FreeS/WAN
- Original author(s): John Gilmore (Founder)
- Final release: 2.06 / 22 April 2004
- Operating system: Linux
- Successor: strongSwan, Openswan, Libreswan
- Type: IPsec & IKE
- License: Mostly GNU GPL, see LICENSE file
- Website: freeswan.org

= FreeS/WAN =

FreeS/WAN, for Free Secure Wide-Area Networking, was a free software project which implemented a reference version of the IPsec network security layer for Linux. The project goal of ubiquitous opportunistic encryption of Internet traffic was not realized, although it did contribute to general Internet encryption.

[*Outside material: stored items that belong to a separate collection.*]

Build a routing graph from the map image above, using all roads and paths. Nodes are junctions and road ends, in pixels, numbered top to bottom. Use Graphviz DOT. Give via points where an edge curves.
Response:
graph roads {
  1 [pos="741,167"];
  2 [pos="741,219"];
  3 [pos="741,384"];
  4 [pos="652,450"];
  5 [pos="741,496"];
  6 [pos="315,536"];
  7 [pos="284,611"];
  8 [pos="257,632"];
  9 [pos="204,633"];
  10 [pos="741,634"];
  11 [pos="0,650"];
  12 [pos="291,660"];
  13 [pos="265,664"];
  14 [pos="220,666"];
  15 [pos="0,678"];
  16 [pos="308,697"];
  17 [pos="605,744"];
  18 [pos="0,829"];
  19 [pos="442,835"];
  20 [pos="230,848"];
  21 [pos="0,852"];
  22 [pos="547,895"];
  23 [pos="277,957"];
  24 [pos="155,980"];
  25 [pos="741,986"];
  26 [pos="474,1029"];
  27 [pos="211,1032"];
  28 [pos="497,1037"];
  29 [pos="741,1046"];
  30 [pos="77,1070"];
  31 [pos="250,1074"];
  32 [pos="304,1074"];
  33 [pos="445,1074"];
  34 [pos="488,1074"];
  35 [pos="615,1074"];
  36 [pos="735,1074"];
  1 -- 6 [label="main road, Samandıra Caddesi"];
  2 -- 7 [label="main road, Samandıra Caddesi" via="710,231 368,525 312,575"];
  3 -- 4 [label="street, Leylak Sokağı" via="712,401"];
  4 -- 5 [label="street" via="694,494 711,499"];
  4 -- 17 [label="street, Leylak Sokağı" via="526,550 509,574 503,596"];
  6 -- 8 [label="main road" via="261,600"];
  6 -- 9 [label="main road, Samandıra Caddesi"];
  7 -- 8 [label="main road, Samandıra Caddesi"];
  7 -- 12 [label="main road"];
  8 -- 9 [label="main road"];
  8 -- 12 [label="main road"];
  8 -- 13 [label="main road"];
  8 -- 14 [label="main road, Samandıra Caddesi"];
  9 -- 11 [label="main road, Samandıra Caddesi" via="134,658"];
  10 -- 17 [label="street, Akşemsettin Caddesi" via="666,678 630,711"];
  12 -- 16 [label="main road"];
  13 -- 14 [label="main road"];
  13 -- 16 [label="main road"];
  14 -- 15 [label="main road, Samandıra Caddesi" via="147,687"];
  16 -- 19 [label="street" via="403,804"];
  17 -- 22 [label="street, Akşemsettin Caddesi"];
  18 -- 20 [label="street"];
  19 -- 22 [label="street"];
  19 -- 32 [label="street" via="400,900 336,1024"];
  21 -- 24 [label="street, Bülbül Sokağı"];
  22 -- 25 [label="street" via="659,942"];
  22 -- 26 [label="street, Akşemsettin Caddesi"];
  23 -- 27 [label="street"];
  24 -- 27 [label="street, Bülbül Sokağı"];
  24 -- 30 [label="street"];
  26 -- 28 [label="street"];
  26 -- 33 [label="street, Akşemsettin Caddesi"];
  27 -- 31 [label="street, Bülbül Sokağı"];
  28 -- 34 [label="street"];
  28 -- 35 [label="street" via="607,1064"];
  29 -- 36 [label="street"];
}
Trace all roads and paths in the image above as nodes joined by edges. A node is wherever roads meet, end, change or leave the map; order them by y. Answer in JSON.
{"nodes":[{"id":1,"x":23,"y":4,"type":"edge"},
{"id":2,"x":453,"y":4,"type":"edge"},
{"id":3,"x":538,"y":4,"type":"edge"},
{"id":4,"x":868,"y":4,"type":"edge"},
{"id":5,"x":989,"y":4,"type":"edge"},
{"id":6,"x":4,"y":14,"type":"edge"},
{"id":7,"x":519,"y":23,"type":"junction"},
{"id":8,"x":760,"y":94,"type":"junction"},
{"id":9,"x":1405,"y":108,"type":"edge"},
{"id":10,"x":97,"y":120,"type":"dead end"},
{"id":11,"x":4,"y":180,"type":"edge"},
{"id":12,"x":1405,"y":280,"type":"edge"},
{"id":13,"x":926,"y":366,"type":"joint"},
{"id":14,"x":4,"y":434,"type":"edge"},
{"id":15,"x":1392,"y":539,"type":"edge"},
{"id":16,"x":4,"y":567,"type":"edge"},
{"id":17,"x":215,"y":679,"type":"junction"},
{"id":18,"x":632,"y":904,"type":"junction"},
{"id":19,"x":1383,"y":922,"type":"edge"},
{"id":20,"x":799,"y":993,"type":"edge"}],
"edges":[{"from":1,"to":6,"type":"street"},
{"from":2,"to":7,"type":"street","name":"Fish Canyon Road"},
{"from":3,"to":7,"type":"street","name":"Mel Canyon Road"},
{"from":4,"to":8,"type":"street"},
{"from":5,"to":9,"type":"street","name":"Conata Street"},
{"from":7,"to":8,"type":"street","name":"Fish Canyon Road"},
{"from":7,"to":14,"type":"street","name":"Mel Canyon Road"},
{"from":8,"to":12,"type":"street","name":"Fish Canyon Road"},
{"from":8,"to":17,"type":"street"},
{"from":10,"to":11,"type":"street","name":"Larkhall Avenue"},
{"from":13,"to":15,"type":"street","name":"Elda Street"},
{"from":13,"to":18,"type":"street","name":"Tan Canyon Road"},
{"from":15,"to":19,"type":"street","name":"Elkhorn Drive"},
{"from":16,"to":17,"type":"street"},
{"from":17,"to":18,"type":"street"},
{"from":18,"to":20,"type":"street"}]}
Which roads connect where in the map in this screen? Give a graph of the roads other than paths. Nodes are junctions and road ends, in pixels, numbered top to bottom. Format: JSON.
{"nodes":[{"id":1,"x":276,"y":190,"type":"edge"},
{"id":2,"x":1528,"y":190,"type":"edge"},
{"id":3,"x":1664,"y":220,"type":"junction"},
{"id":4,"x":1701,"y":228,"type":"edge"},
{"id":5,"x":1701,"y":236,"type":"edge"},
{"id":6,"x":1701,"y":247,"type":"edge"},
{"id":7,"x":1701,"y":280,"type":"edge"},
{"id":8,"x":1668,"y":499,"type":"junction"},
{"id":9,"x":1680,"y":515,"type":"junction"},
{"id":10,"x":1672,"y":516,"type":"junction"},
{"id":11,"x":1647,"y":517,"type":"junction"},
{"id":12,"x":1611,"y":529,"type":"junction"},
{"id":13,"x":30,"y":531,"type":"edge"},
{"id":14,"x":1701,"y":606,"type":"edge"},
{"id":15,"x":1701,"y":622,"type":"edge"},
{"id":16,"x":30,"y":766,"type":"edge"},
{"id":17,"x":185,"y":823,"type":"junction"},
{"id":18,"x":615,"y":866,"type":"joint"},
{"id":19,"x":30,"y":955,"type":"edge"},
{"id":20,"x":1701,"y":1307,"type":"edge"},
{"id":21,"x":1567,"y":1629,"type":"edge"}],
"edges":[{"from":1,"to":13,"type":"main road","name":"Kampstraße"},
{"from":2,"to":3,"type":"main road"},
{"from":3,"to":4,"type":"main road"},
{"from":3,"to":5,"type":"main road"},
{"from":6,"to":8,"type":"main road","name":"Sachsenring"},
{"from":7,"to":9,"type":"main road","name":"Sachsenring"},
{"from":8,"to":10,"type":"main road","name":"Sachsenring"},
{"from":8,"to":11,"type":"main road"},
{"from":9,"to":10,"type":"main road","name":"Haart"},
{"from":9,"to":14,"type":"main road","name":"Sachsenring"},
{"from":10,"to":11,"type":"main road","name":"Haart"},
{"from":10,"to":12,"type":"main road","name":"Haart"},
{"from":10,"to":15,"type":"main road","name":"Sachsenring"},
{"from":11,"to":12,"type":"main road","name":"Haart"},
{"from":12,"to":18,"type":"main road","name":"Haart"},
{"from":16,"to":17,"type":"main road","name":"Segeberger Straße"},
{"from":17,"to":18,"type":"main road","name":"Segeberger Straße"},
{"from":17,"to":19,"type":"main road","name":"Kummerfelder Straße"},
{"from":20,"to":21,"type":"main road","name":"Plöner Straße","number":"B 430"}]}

The project was founded by John Gilmore, and administered for most of its duration by Hugh Daniel. John Ioannidis and Angelos Keromytis started the codebase while outside the United States prior to autumn 1997. Technical lead for the project was Henry Spencer, and later Michael Richardson. The IKE keying daemon (pluto) was maintained by D. Hugh Redelmeier while the IPsec kernel module (KLIPS) was maintained by Richard Guy Briggs. Sandy Harris was the main documentation person for most of the project, later Claudia Schmeing.

The final FreeS/WAN version 2.06 was released on 22 April 2004. The earlier version 2.04 was forked to form two projects, Openswan and strongSwan. Openswan has since (2012) been forked to Libreswan.